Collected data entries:
/---

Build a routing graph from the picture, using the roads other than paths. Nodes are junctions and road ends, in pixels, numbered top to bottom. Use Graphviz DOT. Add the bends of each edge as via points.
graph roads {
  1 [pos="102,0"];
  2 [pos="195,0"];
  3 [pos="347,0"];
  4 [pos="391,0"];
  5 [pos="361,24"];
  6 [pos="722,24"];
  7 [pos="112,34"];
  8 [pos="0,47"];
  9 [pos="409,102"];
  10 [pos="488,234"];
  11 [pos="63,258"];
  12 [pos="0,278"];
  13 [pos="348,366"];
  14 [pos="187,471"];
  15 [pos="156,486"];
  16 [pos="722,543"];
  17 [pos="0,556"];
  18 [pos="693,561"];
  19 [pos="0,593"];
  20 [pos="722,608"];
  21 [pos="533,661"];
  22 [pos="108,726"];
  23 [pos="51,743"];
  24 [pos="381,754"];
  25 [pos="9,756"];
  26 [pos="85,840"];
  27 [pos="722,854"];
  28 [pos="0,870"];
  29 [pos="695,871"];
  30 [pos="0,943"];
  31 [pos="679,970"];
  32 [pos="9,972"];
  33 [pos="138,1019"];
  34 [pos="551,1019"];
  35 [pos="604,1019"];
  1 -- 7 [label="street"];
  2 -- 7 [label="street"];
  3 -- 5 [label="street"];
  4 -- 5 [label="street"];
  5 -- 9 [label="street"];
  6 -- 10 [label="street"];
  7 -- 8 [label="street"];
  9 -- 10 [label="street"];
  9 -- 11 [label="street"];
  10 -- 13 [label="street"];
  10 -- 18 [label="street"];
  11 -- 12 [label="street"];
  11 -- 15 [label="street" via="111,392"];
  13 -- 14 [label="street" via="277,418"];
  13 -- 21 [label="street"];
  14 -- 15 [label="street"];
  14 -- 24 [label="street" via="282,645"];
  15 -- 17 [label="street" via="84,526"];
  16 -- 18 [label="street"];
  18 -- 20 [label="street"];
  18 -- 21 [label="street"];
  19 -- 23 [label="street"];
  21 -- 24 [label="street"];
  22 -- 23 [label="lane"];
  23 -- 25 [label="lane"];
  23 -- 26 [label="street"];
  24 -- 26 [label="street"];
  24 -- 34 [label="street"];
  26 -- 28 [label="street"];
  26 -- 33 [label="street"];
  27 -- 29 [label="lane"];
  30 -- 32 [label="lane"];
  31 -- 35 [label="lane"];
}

\---

● What you have to do:
For the data above, state only how many lines include the word "lane".

● Task output:
5